==== Given information

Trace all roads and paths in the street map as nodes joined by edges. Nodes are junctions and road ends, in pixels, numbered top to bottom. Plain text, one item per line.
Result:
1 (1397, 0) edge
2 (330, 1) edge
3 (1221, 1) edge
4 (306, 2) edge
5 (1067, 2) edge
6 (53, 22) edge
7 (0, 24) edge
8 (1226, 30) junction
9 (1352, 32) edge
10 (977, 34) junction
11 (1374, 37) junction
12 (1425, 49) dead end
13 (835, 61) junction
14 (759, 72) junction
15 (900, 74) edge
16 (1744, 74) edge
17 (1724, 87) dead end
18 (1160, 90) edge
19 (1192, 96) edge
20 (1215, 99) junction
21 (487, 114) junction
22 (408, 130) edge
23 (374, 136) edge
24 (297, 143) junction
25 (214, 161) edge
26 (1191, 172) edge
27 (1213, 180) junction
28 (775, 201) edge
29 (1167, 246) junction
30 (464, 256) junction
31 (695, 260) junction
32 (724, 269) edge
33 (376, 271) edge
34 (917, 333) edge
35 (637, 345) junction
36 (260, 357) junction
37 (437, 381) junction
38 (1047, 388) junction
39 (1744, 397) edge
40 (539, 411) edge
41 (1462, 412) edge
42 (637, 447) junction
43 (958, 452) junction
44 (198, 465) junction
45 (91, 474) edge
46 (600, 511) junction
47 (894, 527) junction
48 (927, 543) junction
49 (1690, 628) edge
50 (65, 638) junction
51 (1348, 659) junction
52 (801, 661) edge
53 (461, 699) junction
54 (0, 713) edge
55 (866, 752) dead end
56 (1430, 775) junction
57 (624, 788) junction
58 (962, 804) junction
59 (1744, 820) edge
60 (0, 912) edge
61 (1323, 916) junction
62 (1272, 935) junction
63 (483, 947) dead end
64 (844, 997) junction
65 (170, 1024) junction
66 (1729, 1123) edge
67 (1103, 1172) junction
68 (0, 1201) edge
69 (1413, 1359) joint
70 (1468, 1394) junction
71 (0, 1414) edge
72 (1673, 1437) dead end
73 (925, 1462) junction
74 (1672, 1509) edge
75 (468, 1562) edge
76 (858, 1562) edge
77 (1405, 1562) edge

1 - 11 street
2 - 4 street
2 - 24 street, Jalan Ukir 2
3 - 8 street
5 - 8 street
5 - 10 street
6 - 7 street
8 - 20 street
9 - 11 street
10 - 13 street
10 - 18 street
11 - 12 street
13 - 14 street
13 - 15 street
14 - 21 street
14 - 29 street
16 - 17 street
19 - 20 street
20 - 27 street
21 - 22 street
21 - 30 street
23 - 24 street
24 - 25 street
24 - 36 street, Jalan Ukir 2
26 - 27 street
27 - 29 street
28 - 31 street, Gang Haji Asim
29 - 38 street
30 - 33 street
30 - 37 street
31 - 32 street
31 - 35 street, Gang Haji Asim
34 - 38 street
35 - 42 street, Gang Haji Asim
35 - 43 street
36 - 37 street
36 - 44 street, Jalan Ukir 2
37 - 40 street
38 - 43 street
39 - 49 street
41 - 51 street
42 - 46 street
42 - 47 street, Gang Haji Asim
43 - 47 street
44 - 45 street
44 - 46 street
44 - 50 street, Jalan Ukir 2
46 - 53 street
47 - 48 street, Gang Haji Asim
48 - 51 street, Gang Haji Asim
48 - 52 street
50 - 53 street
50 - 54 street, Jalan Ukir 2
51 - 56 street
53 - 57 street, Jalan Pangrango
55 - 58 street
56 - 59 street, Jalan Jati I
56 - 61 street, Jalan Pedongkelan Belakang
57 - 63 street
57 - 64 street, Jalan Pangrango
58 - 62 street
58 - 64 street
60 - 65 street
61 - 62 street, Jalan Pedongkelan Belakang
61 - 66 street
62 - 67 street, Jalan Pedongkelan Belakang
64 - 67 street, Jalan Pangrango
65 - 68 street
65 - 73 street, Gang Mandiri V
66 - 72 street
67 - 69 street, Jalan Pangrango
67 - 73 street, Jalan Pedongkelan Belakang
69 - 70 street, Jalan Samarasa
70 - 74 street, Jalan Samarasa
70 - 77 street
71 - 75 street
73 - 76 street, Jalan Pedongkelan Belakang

========

◆ Problem details ◆
Line by line, transcribe all of the records exactly.

◆ Solution to this problem ◆
Trace all roads and paths in the street map as nodes joined by edges. Nodes are junctions and road ends, in pixels, numbered top to bottom. Plain text, one item per line.
Result:
1 (1397, 0) edge
2 (330, 1) edge
3 (1221, 1) edge
4 (306, 2) edge
5 (1067, 2) edge
6 (53, 22) edge
7 (0, 24) edge
8 (1226, 30) junction
9 (1352, 32) edge
10 (977, 34) junction
11 (1374, 37) junction
12 (1425, 49) dead end
13 (835, 61) junction
14 (759, 72) junction
15 (900, 74) edge
16 (1744, 74) edge
17 (1724, 87) dead end
18 (1160, 90) edge
19 (1192, 96) edge
20 (1215, 99) junction
21 (487, 114) junction
22 (408, 130) edge
23 (374, 136) edge
24 (297, 143) junction
25 (214, 161) edge
26 (1191, 172) edge
27 (1213, 180) junction
28 (775, 201) edge
29 (1167, 246) junction
30 (464, 256) junction
31 (695, 260) junction
32 (724, 269) edge
33 (376, 271) edge
34 (917, 333) edge
35 (637, 345) junction
36 (260, 357) junction
37 (437, 381) junction
38 (1047, 388) junction
39 (1744, 397) edge
40 (539, 411) edge
41 (1462, 412) edge
42 (637, 447) junction
43 (958, 452) junction
44 (198, 465) junction
45 (91, 474) edge
46 (600, 511) junction
47 (894, 527) junction
48 (927, 543) junction
49 (1690, 628) edge
50 (65, 638) junction
51 (1348, 659) junction
52 (801, 661) edge
53 (461, 699) junction
54 (0, 713) edge
55 (866, 752) dead end
56 (1430, 775) junction
57 (624, 788) junction
58 (962, 804) junction
59 (1744, 820) edge
60 (0, 912) edge
61 (1323, 916) junction
62 (1272, 935) junction
63 (483, 947) dead end
64 (844, 997) junction
65 (170, 1024) junction
66 (1729, 1123) edge
67 (1103, 1172) junction
68 (0, 1201) edge
69 (1413, 1359) joint
70 (1468, 1394) junction
71 (0, 1414) edge
72 (1673, 1437) dead end
73 (925, 1462) junction
74 (1672, 1509) edge
75 (468, 1562) edge
76 (858, 1562) edge
77 (1405, 1562) edge

1 - 11 street
2 - 4 street
2 - 24 street, Jalan Ukir 2
3 - 8 street
5 - 8 street
5 - 10 street
6 - 7 street
8 - 20 street
9 - 11 street
10 - 13 street
10 - 18 street
11 - 12 street
13 - 14 street
13 - 15 street
14 - 21 street
14 - 29 street
16 - 17 street
19 - 20 street
20 - 27 street
21 - 22 street
21 - 30 street
23 - 24 street
24 - 25 street
24 - 36 street, Jalan Ukir 2
26 - 27 street
27 - 29 street
28 - 31 street, Gang Haji Asim
29 - 38 street
30 - 33 street
30 - 37 street
31 - 32 street
31 - 35 street, Gang Haji Asim
34 - 38 street
35 - 42 street, Gang Haji Asim
35 - 43 street
36 - 37 street
36 - 44 street, Jalan Ukir 2
37 - 40 street
38 - 43 street
39 - 49 street
41 - 51 street
42 - 46 street
42 - 47 street, Gang Haji Asim
43 - 47 street
44 - 45 street
44 - 46 street
44 - 50 street, Jalan Ukir 2
46 - 53 street
47 - 48 street, Gang Haji Asim
48 - 51 street, Gang Haji Asim
48 - 52 street
50 - 53 street
50 - 54 street, Jalan Ukir 2
51 - 56 street
53 - 57 street, Jalan Pangrango
55 - 58 street
56 - 59 street, Jalan Jati I
56 - 61 street, Jalan Pedongkelan Belakang
57 - 63 street
57 - 64 street, Jalan Pangrango
58 - 62 street
58 - 64 street
60 - 65 street
61 - 62 street, Jalan Pedongkelan Belakang
61 - 66 street
62 - 67 street, Jalan Pedongkelan Belakang
64 - 67 street, Jalan Pangrango
65 - 68 street
65 - 73 street, Gang Mandiri V
66 - 72 street
67 - 69 street, Jalan Pangrango
67 - 73 street, Jalan Pedongkelan Belakang
69 - 70 street, Jalan Samarasa
70 - 74 street, Jalan Samarasa
70 - 77 street
71 - 75 street
73 - 76 street, Jalan Pedongkelan Belakang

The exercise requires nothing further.